Kenya’s microfinance industry is split into two sets of institutions

March 31, 2019 0 Comment

Kenya’s microfinance industry is split into two sets of institutions, with the major differentiator being whether or not they are regulated.Deposit-taking MFIs (DTMs) that are regulated by the Central Bank and operate within the stipulations of the Micro Finance Act form one set. (Standard Media July 8th 2014).

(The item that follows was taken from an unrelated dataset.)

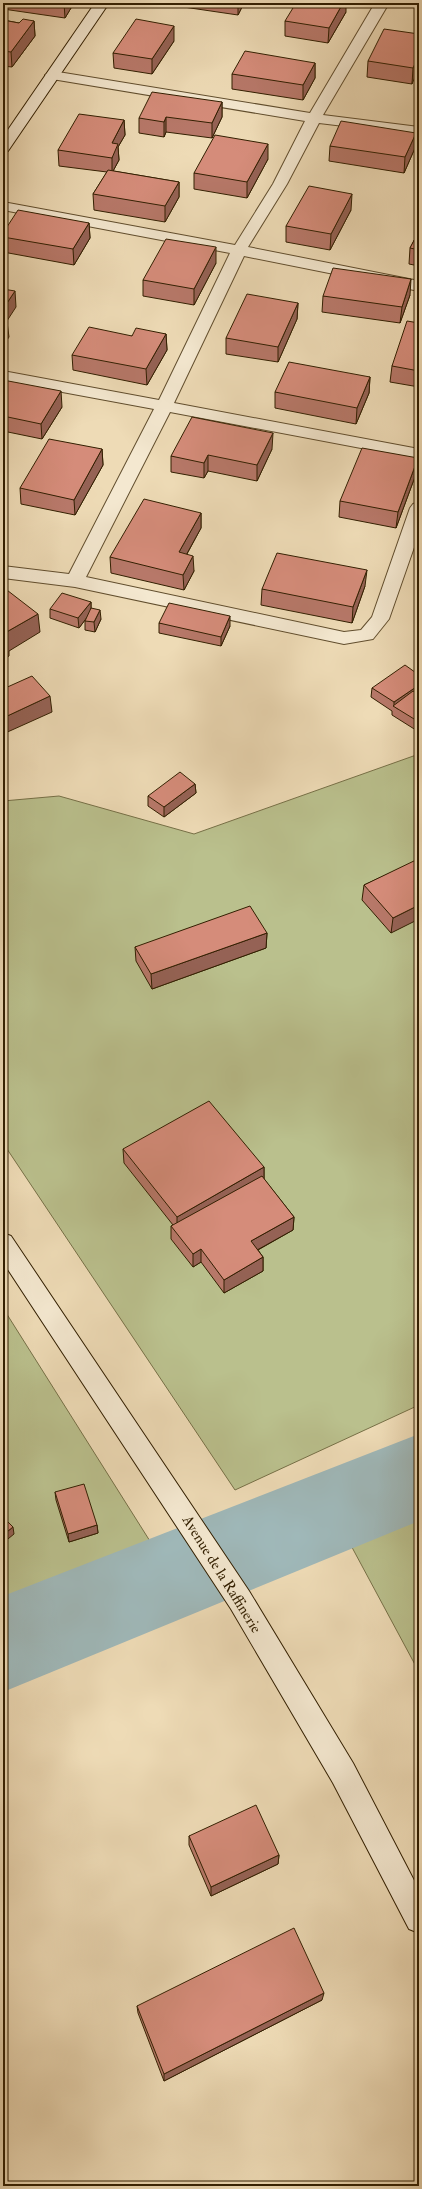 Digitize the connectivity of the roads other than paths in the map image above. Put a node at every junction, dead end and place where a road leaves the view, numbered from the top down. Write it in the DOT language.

According to Jappelli ; Pagano (2010) Credit Information Sharing refers to the exchange of information on client financial performance over a given period. If well handled, the sharing of credit information can make an important contribution to the development of the financial system which is a very important determinant of economic growth (Doblas.M;Minetti, 2009). Credit scores have immense benefits to the customers who include both lenders and borrowers. Debtors are able to negotiate with lenders on better terms and conditions. Highly rated borrowers with good credit history can convincingly negotiate for lower interest rates or even waiver of collateral.
The major function of commercial banks in the economy is financial intermediation. According to Gregory (2010) though the size of financial institutions vary from country to country, microfinances mostly constitute the second largest financial intermediary after commercial Banks. The process involves channeling excess funds from the suppliers to the households experiencing deficits in funds commonly referred to as borrowers. This encompasses the lending activity and loan portfolio of Microfinances. Though the loan portfolio is the predominant source of income for these deposit taking Microfinances in terms of interest income, it is also a contributing factor in causing their collapse due to exposure to credit risk (Kimasar;Kwasira, 2014).
The past decade has seen tremendous growth in the financial industry in many developing countries like Kenya. Despite this growth, many Microfinances have continued to be plagued by problems arising from poor quality credit management. This has led to the rise in cost of credit in form of higher interest rates. According to the Kenya Credit Information Sharing Initiative (KCISI) (2013), when there is lack of credit information sharing, lenders mistake good risks for bad ones and vice versa. Such will leave financial institutions with highly risky loan portfolios making interest rates to rise over time to very high levels. Whenever this happens, there is a strong incentive on the part of those who borrow to divert high amounts of the loan funds to riskier projects with high prospects of returns since low risk projects will not yield enough returns to compensate for the high interests. Unfortunately, most of these risky projects may fail leading to more defaults.
According to Greuning ; Bratanovic (2006) credit risk is the single most cause of Microfinances and banks failures and therefore prudence in its management is critical to the survival of vast majority of financial institutions. To overcome this problem, microfinances in different parts of the world sought to establish some mechanisms that would enable them to better screen borrowers thus significantly improving the Loan portfolio’s performance. This has been institutionalized in the form of Credit Reference Bureaus (CRBs). Armstrong (2008) observed that the existence of credit registries is associated with increased lending volume, growth of consumer lending, improved access to financing and a more stable banking sector.
Utilization of Credit Information Sharing (CIS) has seen an increase in its use since its inception. A report by the World Bank (2009) indicates that institutionalized information sharing through private bureaus or public credit registers is utilized in more than 100 countries in the world. A research by Hunt (2012) shows that over 3 million credit reports in the USA are issued daily. Mishkin (2008) notes that developing and transition economies utilize credit registries or have fostered credit bureaus in order to boost credit growth. Introduction of credit information sharing initiative was aimed at cushioning lender form financial distress resulting from borrowers not meeting their financial obligations. Non-performing loans (NPLs) are as a result of an inability by a borrower to repay a granted credit when it falls due.Houston & Lin (2010) show that information sharing information is a mechanism that reduce adverse selection by improving the pool of borrowers, the knowledge of applicants? characteristics and therefore improve microfinance efficiency in the allocation of credit.
Based on some case studies, Olweny & Shipho, (2011) points out that credit information sharing plays a key role in improving the efficiency of financial institutions by reducing loan processing costs as well as time required to process loan applications. Lin &Song, (2012) show that information sharing institutions; through their incentive effects on curtailing imprudent behavior of borrowers are also valuable in addressing moral hazard problems. In addition, they show that information sharing helps reduce average interest rates and information rent that banks can otherwise extract from their clients, reduce or even eliminate the information advantage of larger size financial institutions and therefore should enhance credit market completion (kusa & okoth, 2013).